EXERCISE BRIEF -
Report back every line below that carries the word "Sarazen".

** DATA SUPPLIED follows **

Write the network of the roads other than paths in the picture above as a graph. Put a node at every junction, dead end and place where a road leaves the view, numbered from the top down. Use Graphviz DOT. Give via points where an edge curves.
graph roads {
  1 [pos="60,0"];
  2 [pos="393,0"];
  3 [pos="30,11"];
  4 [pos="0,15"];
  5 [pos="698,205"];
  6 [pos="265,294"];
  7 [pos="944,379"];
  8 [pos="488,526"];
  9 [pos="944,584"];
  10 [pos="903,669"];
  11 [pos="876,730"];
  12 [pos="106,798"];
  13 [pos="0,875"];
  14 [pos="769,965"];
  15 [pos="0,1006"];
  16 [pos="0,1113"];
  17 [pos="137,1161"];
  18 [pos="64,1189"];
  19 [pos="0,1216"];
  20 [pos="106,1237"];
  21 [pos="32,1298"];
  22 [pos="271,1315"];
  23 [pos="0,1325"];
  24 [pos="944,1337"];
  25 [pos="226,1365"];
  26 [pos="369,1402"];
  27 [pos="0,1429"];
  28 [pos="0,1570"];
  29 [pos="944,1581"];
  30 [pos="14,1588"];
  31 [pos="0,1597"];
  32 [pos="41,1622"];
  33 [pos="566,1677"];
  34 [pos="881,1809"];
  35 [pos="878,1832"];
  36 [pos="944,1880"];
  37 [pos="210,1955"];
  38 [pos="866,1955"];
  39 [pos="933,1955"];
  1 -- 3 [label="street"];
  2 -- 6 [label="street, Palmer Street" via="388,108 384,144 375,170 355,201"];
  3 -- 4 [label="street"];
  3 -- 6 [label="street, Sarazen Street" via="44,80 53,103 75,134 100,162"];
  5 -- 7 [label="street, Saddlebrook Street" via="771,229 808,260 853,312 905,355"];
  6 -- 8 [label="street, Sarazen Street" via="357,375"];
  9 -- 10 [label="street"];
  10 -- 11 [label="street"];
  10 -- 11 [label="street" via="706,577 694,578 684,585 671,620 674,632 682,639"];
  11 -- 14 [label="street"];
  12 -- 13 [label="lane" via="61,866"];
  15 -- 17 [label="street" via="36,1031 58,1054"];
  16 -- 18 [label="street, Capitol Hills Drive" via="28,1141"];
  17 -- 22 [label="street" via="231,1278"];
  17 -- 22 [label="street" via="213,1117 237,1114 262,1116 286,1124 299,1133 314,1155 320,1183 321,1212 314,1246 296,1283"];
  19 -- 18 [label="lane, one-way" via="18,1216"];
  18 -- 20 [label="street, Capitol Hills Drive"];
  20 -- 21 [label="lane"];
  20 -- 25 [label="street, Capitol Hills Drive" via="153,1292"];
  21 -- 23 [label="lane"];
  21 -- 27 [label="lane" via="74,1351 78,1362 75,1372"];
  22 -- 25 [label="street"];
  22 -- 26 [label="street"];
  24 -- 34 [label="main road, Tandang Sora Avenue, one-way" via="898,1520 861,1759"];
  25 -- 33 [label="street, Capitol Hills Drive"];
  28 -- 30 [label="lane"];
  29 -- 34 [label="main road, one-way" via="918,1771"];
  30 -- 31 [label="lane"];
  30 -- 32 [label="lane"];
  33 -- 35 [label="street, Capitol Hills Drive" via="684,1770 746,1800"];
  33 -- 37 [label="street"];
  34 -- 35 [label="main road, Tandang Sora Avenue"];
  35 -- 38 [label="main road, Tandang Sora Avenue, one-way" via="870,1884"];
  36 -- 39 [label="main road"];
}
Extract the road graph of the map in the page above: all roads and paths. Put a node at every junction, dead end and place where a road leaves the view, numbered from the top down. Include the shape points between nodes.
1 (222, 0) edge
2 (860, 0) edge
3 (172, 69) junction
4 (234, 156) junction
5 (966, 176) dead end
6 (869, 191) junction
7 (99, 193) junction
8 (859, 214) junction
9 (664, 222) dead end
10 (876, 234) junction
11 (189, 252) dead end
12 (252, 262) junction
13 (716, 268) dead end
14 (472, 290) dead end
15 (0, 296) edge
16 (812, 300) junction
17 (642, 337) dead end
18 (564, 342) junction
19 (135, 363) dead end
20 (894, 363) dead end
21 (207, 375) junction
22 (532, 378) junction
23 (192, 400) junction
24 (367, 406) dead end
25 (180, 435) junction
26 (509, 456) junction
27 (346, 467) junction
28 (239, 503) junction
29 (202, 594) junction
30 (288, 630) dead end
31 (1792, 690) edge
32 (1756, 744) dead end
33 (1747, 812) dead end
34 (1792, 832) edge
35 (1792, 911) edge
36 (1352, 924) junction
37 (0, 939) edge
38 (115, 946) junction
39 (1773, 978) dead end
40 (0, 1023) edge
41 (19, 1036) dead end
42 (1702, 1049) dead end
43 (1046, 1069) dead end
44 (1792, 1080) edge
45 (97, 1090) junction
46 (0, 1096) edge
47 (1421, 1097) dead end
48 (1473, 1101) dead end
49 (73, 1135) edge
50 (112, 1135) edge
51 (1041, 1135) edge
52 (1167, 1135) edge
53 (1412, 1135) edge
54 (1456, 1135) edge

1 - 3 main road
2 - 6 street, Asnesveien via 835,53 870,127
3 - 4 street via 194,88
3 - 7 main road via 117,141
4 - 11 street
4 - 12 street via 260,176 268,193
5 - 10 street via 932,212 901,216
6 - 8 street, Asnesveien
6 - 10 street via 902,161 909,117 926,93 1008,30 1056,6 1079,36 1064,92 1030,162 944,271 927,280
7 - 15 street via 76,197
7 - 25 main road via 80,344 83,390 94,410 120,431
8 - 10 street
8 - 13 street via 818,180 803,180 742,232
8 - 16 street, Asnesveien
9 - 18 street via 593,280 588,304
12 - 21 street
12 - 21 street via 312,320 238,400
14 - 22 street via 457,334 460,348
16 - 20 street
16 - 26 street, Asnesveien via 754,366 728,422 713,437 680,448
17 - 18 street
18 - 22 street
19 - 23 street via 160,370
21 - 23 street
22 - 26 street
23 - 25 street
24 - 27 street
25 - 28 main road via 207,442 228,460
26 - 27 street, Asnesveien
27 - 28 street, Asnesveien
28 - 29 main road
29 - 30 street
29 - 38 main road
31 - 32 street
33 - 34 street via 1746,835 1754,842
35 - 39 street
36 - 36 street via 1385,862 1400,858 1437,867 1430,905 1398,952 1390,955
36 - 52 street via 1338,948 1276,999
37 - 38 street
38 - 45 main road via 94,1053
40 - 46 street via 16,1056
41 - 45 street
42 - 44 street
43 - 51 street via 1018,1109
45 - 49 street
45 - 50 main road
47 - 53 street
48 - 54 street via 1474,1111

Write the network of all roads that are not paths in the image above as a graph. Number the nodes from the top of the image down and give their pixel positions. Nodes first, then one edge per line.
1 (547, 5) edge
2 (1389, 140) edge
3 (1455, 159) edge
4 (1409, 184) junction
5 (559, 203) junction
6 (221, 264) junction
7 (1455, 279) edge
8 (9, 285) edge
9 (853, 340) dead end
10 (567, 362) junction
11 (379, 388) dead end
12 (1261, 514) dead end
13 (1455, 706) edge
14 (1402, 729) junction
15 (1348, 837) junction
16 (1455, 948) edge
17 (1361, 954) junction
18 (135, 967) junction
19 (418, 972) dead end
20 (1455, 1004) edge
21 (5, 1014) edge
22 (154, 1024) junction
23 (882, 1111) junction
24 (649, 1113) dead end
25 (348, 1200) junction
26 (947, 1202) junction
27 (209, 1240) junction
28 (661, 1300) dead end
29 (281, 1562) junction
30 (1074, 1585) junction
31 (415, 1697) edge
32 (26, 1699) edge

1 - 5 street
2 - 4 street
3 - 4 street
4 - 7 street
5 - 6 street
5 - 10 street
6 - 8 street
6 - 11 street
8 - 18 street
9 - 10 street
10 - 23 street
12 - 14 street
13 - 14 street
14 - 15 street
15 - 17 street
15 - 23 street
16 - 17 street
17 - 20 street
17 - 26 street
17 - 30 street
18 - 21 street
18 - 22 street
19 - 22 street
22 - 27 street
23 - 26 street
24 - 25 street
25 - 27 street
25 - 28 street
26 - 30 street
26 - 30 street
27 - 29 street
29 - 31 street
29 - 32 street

** End of DATA SUPPLIED **

OUTPUT OF THE EXERCISE -
  3 -- 6 [label="street, Sarazen Street" via="44,80 53,103 75,134 100,162"];
  6 -- 8 [label="street, Sarazen Street" via="357,375"];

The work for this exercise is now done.